- [ABOUT THIS TASK]: What is the count of lines in the records that include "Cornalunga"? Reply with that number alone.

- [INFORMATION]:

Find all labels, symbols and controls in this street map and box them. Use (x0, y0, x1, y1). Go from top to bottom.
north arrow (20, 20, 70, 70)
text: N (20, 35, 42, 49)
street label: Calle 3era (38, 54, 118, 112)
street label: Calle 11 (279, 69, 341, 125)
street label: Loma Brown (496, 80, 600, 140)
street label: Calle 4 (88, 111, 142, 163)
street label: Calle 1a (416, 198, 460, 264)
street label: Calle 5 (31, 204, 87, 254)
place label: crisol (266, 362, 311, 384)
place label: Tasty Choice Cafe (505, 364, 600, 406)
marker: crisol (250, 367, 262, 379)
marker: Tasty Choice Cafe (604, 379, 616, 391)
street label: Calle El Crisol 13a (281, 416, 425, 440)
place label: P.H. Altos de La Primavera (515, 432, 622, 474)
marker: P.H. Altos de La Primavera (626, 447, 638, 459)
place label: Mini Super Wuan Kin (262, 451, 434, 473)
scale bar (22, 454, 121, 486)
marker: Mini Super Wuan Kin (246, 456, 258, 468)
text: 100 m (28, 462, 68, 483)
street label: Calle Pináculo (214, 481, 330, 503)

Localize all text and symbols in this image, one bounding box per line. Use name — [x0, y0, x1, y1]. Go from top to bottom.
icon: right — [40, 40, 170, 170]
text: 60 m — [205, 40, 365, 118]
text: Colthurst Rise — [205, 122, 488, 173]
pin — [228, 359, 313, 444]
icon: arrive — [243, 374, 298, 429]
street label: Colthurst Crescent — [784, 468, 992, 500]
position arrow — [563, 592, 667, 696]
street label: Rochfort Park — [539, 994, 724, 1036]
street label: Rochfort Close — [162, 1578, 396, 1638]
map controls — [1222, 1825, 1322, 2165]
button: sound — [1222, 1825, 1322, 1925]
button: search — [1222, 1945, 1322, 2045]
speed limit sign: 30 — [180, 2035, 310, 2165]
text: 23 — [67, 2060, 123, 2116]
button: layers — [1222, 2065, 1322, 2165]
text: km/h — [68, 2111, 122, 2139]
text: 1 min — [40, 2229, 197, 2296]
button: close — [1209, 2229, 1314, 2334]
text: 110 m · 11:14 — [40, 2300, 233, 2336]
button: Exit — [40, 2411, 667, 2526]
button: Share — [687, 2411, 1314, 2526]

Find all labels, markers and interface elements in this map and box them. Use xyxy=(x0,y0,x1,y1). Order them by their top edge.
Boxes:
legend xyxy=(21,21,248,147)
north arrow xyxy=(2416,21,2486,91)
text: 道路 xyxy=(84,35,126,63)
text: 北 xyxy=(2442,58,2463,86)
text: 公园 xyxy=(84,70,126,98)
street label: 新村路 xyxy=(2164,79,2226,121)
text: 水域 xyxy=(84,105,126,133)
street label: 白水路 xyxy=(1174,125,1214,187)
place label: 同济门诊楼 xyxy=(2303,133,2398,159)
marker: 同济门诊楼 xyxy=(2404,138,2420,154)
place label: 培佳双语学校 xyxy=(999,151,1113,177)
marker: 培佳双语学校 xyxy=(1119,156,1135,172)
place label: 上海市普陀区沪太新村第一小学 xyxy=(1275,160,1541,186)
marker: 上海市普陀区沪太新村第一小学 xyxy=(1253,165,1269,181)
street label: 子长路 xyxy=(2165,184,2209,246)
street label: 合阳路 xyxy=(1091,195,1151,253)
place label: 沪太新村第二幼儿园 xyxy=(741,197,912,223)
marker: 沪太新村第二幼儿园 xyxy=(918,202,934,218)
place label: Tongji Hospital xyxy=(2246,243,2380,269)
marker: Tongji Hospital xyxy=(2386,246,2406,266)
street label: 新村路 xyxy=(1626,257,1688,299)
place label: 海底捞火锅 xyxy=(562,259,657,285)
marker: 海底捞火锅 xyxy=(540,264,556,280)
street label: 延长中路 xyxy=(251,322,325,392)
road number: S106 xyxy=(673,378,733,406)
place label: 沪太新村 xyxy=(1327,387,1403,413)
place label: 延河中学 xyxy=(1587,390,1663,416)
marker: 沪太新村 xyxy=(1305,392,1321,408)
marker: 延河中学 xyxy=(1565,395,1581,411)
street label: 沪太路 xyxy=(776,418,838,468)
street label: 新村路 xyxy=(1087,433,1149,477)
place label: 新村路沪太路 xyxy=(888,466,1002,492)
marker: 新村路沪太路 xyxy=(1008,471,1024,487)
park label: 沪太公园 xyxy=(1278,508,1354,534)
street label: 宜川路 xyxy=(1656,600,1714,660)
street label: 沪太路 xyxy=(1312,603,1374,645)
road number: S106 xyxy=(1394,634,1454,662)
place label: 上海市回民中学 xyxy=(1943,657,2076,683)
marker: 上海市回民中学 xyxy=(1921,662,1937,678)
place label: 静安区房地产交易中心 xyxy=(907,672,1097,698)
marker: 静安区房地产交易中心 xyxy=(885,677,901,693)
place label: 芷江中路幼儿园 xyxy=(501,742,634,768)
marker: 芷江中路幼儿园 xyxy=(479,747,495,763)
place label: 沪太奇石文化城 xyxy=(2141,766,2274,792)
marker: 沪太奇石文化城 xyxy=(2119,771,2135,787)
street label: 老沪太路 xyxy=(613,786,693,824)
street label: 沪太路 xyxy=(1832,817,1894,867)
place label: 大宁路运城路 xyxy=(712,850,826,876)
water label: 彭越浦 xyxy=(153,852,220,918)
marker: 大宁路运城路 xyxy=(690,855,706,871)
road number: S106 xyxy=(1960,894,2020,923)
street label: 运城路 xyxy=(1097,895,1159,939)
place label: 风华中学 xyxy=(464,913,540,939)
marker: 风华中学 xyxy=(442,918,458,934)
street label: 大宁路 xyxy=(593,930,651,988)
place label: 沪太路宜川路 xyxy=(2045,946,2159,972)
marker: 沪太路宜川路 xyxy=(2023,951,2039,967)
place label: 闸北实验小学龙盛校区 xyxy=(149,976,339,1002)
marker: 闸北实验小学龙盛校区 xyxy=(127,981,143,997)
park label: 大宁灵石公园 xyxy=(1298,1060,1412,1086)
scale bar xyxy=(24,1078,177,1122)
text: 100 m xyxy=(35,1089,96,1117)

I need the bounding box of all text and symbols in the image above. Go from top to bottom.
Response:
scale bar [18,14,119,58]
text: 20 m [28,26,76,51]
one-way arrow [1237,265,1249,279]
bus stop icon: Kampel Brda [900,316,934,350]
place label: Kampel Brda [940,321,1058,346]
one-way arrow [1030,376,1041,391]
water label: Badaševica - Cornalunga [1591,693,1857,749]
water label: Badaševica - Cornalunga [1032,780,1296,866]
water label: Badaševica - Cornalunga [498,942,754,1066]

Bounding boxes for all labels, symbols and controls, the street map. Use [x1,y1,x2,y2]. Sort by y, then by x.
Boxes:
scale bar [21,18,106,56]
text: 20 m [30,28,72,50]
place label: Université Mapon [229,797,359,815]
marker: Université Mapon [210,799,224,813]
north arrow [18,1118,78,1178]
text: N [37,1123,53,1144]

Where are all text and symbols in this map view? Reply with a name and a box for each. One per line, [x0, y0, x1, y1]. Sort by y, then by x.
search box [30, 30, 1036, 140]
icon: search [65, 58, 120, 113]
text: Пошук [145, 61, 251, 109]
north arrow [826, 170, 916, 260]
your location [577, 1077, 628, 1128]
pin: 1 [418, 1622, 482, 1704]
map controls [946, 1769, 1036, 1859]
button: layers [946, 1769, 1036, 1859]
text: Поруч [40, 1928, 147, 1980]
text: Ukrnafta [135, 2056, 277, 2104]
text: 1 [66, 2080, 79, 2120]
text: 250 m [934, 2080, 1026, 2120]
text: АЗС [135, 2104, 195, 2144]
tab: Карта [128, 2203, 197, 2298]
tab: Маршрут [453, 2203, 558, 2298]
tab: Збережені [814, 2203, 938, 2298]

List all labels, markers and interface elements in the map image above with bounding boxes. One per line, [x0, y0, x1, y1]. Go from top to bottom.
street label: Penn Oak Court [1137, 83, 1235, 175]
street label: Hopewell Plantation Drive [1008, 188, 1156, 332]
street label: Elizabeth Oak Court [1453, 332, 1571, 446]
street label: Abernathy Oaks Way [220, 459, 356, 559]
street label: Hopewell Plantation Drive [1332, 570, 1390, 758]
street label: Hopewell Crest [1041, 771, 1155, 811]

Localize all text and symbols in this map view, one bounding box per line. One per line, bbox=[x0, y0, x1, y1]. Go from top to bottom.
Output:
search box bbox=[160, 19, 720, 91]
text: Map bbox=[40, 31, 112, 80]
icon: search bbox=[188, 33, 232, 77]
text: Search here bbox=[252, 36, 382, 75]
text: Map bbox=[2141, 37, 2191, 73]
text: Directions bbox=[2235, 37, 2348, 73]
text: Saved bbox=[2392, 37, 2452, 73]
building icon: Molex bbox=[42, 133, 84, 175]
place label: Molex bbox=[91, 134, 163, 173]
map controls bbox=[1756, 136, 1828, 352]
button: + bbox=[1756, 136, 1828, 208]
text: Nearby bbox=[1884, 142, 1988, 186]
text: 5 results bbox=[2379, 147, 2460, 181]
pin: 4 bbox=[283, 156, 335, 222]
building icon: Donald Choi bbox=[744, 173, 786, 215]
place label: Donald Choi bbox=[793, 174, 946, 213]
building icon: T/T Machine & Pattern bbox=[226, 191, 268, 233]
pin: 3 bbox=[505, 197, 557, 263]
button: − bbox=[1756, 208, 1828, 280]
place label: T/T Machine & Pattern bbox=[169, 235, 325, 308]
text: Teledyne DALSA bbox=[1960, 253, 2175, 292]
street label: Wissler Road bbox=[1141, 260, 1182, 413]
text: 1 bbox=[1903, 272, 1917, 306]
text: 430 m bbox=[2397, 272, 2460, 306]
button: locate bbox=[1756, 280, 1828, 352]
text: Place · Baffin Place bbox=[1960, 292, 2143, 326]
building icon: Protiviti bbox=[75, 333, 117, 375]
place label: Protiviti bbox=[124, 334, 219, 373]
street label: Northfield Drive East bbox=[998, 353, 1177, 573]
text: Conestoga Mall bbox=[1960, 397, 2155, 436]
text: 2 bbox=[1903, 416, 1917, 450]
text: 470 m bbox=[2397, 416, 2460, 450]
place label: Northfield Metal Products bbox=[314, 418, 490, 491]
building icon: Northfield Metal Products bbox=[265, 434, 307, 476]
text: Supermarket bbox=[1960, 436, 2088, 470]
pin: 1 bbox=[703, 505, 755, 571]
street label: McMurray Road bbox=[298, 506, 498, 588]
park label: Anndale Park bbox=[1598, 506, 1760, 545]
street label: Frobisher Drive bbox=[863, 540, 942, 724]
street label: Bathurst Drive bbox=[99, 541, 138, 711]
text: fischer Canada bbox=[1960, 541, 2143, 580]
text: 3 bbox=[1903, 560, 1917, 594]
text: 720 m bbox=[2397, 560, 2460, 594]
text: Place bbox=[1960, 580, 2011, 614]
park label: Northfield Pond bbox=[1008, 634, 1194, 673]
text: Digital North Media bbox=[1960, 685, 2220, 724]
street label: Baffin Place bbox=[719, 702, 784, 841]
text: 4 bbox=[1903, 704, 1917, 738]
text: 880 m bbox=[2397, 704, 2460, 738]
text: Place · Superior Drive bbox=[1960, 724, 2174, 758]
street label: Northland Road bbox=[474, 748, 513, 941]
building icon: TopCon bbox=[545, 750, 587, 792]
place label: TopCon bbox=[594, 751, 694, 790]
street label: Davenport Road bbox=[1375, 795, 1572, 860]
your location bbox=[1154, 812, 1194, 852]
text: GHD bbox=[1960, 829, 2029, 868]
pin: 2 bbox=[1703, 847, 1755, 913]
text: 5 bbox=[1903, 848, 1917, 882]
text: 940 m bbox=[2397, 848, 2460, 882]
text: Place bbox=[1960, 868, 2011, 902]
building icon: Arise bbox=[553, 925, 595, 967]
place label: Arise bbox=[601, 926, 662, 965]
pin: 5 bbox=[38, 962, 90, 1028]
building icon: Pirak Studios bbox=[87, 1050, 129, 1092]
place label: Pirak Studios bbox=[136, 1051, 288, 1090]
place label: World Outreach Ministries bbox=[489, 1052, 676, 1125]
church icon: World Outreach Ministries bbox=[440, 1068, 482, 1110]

- [SOLUTION TO THIS EXERCISE]: 3